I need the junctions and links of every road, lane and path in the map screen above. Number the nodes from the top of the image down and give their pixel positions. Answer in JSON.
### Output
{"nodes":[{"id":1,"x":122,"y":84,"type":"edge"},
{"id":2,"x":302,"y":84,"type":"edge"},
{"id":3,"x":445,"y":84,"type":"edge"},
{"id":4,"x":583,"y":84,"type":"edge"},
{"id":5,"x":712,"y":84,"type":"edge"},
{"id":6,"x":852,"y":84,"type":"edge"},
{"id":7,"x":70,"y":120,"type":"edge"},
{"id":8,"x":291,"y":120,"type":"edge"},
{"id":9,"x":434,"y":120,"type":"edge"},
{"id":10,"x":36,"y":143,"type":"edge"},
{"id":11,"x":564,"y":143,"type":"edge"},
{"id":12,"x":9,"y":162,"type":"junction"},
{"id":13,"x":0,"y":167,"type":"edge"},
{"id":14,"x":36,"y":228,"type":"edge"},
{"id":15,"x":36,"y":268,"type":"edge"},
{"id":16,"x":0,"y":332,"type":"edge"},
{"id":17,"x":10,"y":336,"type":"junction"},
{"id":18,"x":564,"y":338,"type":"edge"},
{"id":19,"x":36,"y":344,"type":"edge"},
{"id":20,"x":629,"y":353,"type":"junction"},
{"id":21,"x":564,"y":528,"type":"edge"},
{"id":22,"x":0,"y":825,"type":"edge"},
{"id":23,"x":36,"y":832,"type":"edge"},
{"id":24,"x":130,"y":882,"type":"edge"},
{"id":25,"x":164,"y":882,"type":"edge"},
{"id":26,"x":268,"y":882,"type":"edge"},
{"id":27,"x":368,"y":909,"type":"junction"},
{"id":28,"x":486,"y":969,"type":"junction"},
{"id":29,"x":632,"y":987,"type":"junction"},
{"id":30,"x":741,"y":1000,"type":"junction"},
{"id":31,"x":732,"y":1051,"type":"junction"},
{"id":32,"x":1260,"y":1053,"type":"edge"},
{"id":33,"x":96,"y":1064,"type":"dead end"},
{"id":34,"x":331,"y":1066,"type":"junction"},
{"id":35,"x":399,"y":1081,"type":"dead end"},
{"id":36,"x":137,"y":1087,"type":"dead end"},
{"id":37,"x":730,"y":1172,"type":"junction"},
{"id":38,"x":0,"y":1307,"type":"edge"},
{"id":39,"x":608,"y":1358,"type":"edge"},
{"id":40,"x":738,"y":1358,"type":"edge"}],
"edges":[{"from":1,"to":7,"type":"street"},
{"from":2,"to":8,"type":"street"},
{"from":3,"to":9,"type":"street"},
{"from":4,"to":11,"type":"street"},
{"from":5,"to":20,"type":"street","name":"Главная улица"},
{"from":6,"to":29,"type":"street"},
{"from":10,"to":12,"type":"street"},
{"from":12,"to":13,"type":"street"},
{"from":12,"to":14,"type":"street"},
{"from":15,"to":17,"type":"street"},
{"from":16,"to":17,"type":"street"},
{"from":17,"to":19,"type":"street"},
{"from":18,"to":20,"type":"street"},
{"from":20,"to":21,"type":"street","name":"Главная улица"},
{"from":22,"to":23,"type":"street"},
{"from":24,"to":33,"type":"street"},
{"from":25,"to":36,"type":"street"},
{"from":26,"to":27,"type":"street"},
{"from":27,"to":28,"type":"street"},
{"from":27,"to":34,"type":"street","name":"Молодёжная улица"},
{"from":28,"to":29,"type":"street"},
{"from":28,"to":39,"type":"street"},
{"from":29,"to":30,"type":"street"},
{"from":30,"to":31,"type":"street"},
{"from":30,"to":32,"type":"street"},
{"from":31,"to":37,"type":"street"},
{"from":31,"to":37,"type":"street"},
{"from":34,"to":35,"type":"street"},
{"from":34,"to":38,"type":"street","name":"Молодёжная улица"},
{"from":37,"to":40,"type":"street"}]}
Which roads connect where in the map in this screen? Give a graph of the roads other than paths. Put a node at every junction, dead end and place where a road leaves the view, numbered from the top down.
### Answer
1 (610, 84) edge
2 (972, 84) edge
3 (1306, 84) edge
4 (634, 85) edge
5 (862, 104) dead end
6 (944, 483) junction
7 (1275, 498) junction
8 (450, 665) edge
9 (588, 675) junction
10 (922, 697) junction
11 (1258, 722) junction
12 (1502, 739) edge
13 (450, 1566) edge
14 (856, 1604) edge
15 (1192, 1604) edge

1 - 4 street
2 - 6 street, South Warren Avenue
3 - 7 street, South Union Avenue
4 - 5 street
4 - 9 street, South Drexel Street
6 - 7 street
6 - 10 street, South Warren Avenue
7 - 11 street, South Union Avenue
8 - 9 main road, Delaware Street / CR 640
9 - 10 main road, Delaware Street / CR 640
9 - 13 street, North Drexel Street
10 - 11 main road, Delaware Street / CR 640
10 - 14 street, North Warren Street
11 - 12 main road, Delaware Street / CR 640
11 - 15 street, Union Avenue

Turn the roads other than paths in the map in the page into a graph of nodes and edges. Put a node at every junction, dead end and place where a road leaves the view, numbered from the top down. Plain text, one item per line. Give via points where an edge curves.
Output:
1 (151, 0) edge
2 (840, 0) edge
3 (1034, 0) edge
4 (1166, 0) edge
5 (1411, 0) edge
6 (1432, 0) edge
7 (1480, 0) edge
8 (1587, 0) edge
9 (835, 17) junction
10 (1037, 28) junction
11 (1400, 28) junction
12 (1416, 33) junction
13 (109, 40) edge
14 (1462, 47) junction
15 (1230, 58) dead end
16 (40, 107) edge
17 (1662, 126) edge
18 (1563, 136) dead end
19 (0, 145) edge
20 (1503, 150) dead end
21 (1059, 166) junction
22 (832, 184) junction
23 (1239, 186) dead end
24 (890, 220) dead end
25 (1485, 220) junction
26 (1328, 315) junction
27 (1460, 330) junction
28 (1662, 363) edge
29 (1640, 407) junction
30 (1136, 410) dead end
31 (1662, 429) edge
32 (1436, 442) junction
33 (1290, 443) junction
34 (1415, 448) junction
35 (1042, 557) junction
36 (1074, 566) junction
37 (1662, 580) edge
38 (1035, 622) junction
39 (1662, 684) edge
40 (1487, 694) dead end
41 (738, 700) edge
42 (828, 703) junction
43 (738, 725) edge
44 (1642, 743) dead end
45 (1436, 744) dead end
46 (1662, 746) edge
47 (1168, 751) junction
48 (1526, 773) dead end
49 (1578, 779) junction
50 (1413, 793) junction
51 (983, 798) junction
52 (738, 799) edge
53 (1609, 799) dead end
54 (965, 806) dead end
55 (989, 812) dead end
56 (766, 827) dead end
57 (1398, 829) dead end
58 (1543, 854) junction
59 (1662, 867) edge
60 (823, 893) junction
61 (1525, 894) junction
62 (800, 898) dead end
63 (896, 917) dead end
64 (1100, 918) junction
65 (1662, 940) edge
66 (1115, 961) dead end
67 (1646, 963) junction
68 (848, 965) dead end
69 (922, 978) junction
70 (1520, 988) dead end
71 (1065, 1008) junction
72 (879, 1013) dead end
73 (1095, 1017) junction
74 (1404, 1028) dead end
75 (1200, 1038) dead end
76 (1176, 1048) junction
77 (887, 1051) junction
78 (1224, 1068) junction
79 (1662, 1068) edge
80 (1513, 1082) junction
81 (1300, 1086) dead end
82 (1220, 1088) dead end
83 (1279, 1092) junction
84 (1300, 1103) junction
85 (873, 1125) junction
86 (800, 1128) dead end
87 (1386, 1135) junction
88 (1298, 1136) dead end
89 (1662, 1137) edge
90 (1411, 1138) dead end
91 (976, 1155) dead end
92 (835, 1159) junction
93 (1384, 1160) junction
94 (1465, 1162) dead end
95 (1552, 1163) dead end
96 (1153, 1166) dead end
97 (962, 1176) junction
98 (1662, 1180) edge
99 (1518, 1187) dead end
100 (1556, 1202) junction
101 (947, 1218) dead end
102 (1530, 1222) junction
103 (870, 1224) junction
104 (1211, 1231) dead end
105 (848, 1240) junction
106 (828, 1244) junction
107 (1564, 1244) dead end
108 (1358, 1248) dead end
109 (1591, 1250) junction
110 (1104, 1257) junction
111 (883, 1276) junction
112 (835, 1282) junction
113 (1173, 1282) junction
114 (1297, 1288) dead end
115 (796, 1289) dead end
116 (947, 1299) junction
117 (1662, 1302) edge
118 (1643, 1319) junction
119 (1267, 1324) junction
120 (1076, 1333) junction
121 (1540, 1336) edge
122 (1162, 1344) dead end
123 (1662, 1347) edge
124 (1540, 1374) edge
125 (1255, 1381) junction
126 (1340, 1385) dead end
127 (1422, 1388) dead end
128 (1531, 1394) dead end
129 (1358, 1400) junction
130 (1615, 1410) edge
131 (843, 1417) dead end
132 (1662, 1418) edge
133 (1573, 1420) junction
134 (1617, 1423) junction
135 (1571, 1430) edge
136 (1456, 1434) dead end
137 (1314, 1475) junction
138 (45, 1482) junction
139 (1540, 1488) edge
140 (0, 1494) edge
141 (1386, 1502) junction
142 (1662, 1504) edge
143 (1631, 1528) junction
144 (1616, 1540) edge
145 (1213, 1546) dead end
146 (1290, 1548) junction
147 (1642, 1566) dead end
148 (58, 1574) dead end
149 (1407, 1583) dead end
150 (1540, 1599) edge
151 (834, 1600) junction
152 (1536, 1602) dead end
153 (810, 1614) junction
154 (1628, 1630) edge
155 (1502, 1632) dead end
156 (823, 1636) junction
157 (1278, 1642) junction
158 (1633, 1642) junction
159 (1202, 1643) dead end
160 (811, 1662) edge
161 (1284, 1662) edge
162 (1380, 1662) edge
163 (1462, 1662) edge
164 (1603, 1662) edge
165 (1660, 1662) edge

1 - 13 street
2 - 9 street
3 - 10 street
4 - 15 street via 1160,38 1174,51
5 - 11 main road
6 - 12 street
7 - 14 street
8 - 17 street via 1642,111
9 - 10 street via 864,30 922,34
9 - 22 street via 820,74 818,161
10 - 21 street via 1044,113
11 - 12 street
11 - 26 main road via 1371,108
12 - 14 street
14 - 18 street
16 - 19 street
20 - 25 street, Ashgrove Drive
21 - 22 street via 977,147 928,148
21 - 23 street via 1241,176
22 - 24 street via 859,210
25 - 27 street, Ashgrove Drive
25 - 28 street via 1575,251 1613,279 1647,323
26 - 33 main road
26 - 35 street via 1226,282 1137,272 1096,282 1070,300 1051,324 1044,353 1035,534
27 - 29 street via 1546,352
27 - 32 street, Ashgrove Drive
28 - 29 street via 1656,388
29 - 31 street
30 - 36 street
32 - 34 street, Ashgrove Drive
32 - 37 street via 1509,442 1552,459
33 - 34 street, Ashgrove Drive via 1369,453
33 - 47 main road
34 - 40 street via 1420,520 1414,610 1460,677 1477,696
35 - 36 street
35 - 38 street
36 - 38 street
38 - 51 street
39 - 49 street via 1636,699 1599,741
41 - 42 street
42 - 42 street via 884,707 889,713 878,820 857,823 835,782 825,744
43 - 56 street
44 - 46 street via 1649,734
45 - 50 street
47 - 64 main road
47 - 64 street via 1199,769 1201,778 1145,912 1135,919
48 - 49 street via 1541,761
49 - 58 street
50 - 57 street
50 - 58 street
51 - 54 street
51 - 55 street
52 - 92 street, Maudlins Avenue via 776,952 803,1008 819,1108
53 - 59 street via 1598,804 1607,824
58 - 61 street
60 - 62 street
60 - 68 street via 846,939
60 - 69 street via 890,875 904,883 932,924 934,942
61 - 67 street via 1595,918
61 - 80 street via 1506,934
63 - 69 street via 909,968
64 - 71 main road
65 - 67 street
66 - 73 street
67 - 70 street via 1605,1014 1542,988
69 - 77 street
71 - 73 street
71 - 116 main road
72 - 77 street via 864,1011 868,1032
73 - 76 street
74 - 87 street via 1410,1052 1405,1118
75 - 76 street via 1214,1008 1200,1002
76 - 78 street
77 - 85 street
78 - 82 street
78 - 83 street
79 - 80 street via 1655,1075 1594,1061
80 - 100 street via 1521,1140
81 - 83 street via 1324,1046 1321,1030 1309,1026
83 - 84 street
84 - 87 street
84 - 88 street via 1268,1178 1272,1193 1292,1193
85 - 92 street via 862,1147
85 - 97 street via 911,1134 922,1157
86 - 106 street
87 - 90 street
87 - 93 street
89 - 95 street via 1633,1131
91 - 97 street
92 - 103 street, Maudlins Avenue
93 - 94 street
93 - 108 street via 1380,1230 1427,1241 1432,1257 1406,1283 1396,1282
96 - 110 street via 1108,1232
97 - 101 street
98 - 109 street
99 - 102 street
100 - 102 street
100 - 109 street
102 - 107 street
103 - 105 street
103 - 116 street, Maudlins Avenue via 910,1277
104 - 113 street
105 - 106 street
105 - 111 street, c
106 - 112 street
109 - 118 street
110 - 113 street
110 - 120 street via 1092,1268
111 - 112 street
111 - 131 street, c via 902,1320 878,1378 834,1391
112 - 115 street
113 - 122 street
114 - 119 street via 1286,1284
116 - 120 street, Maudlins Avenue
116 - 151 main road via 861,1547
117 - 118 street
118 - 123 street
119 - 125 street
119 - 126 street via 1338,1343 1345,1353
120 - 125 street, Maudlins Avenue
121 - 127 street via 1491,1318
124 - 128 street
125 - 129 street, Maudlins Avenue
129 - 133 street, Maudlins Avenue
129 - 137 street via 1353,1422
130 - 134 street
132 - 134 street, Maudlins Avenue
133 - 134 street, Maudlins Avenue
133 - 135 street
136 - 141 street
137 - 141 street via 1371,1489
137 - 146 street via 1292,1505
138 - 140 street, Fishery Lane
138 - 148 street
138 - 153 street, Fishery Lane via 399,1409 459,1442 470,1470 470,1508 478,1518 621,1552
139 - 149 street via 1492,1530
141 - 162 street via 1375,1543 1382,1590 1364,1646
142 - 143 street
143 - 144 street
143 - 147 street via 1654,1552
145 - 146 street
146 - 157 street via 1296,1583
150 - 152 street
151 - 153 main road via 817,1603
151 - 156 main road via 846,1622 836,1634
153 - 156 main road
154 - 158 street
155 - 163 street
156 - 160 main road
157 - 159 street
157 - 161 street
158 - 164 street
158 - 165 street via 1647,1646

◇ ◇ ◇

Output exactly the lines of the material above from the one containing "Which roads connect" up to and including the one containing "Turn the roads".

Which roads connect where in the map in this screen? Give a graph of the roads other than paths. Put a node at every junction, dead end and place where a road leaves the view, numbered from the top down.
### Answer
1 (610, 84) edge
2 (972, 84) edge
3 (1306, 84) edge
4 (634, 85) edge
5 (862, 104) dead end
6 (944, 483) junction
7 (1275, 498) junction
8 (450, 665) edge
9 (588, 675) junction
10 (922, 697) junction
11 (1258, 722) junction
12 (1502, 739) edge
13 (450, 1566) edge
14 (856, 1604) edge
15 (1192, 1604) edge

1 - 4 street
2 - 6 street, South Warren Avenue
3 - 7 street, South Union Avenue
4 - 5 street
4 - 9 street, South Drexel Street
6 - 7 street
6 - 10 street, South Warren Avenue
7 - 11 street, South Union Avenue
8 - 9 main road, Delaware Street / CR 640
9 - 10 main road, Delaware Street / CR 640
9 - 13 street, North Drexel Street
10 - 11 main road, Delaware Street / CR 640
10 - 14 street, North Warren Street
11 - 12 main road, Delaware Street / CR 640
11 - 15 street, Union Avenue

Turn the roads other than paths in the map in the page into a graph of nodes and edges. Put a node at every junction, dead end and place where a road leaves the view, numbered from the top down. Plain text, one item per line. Give via points where an edge curves.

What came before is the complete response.